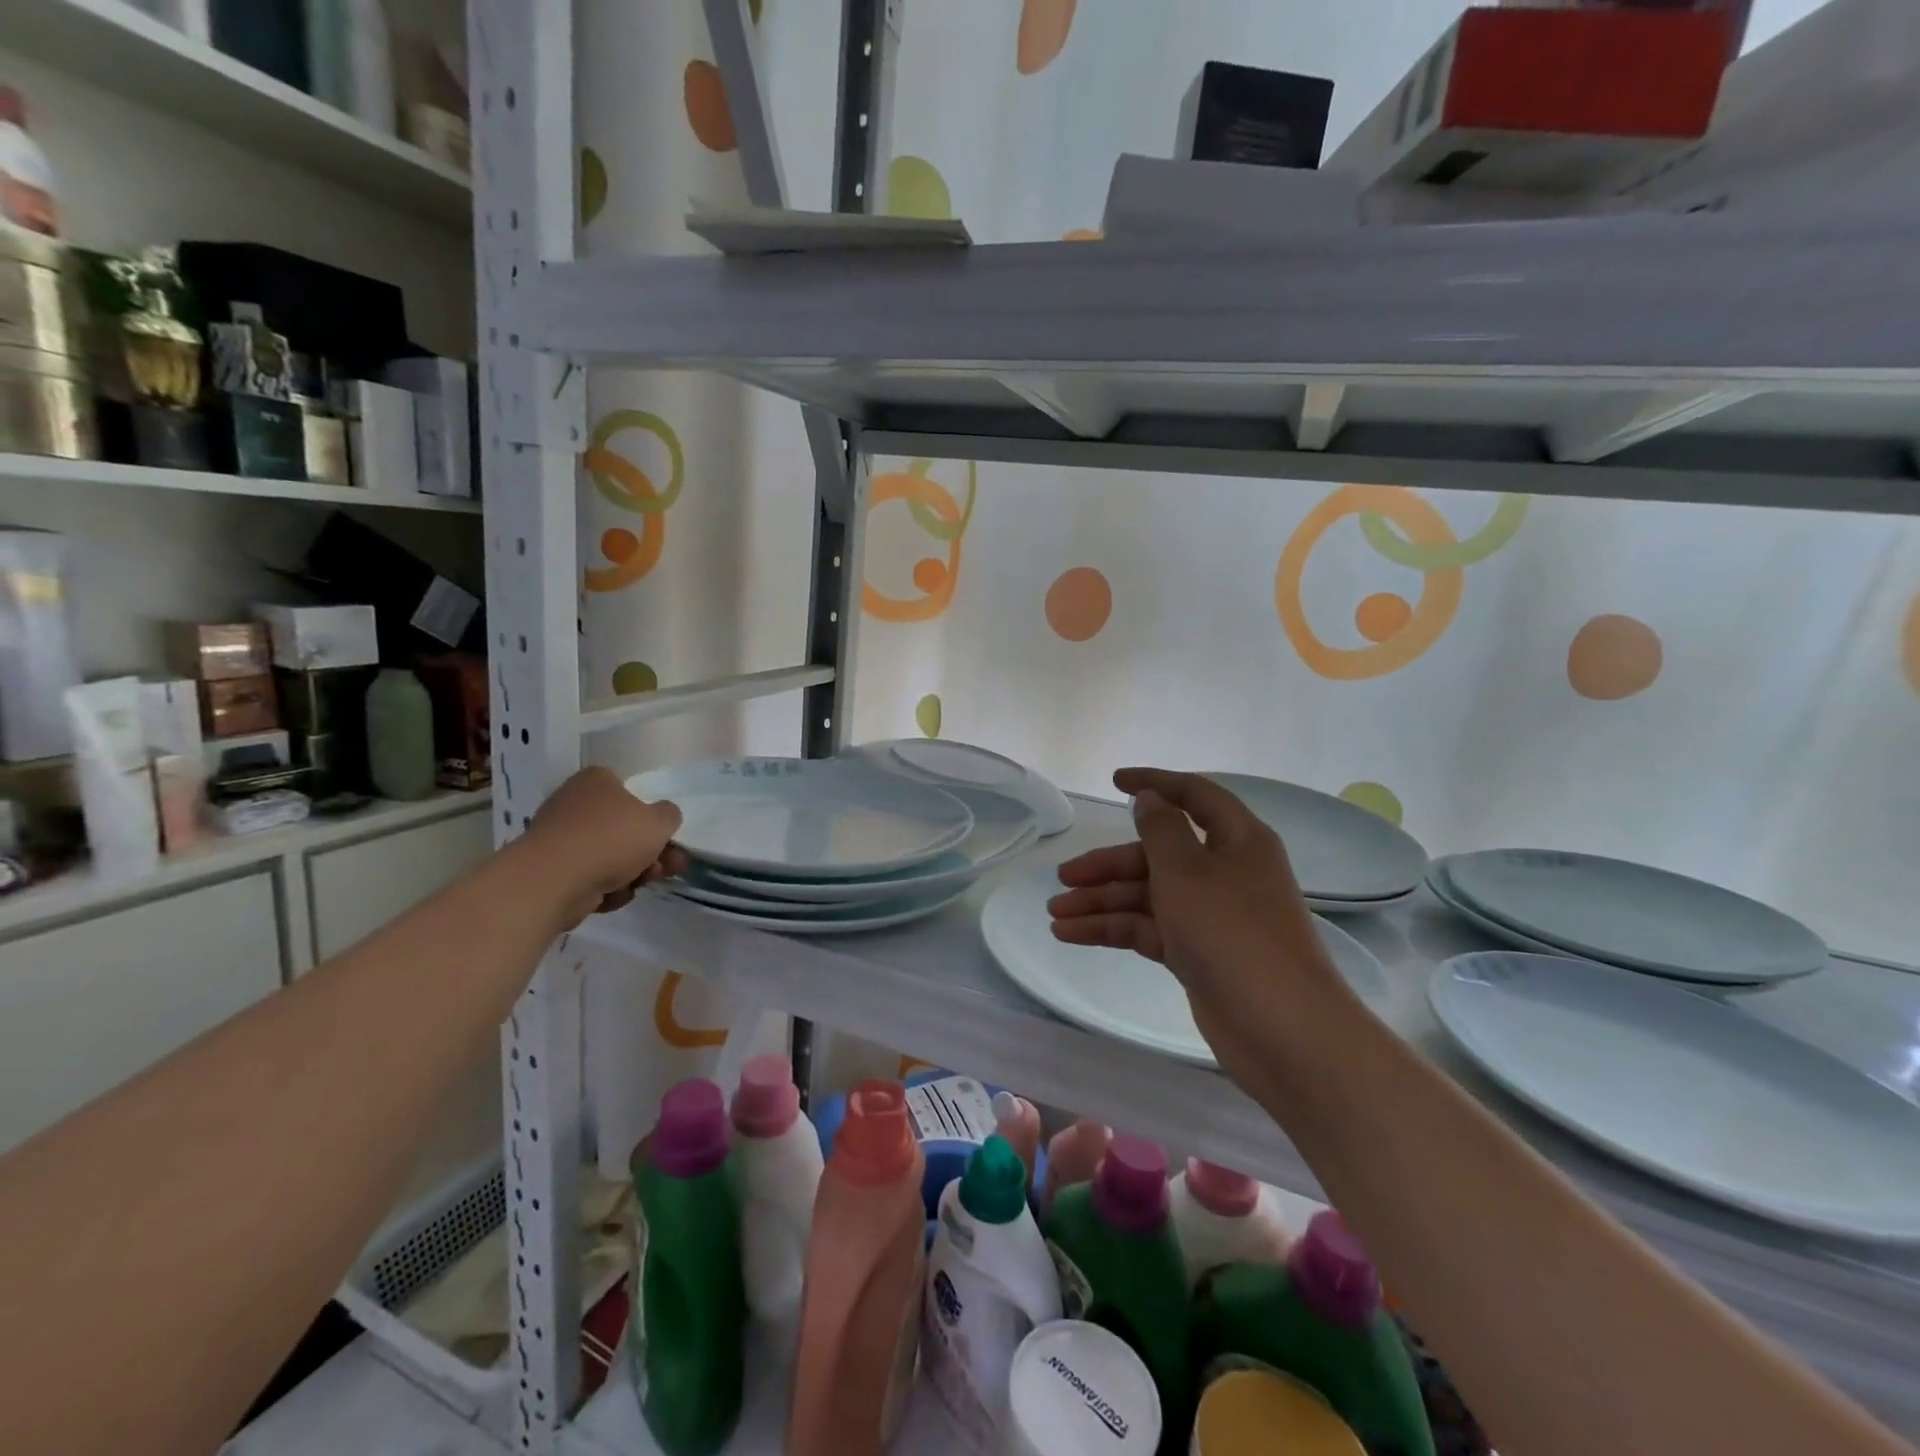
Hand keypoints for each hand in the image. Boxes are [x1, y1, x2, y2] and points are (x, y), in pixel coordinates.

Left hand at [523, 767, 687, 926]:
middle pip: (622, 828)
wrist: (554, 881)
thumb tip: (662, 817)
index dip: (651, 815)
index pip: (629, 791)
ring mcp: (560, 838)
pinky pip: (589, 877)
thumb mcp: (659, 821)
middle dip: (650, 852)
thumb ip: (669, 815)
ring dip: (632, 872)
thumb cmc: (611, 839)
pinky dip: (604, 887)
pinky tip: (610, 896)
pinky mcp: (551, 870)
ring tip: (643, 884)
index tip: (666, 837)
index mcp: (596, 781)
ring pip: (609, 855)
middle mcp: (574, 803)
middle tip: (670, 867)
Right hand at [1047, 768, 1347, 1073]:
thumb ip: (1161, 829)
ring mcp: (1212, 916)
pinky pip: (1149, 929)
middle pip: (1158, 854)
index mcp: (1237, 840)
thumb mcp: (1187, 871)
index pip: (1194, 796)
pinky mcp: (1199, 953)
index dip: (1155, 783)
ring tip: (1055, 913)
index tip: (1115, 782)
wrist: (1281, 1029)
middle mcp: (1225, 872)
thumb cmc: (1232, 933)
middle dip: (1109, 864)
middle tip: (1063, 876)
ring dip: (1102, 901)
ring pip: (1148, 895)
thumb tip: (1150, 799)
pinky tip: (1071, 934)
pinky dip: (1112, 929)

- **TASK TO COMPLETE**
Gather from the records above every line containing the string "thumb".

- **RESULT OF THE TASK**
thumb tip: (662, 817)
thumb mcp: (659, 821)
thumb ip: (669, 815)
thumb cmc: (611, 839)
thumb ip: (1161, 829)
thumb mcp: (1187, 871)
thumb cmc: (1232, 933)
thumb tip: (1150, 799)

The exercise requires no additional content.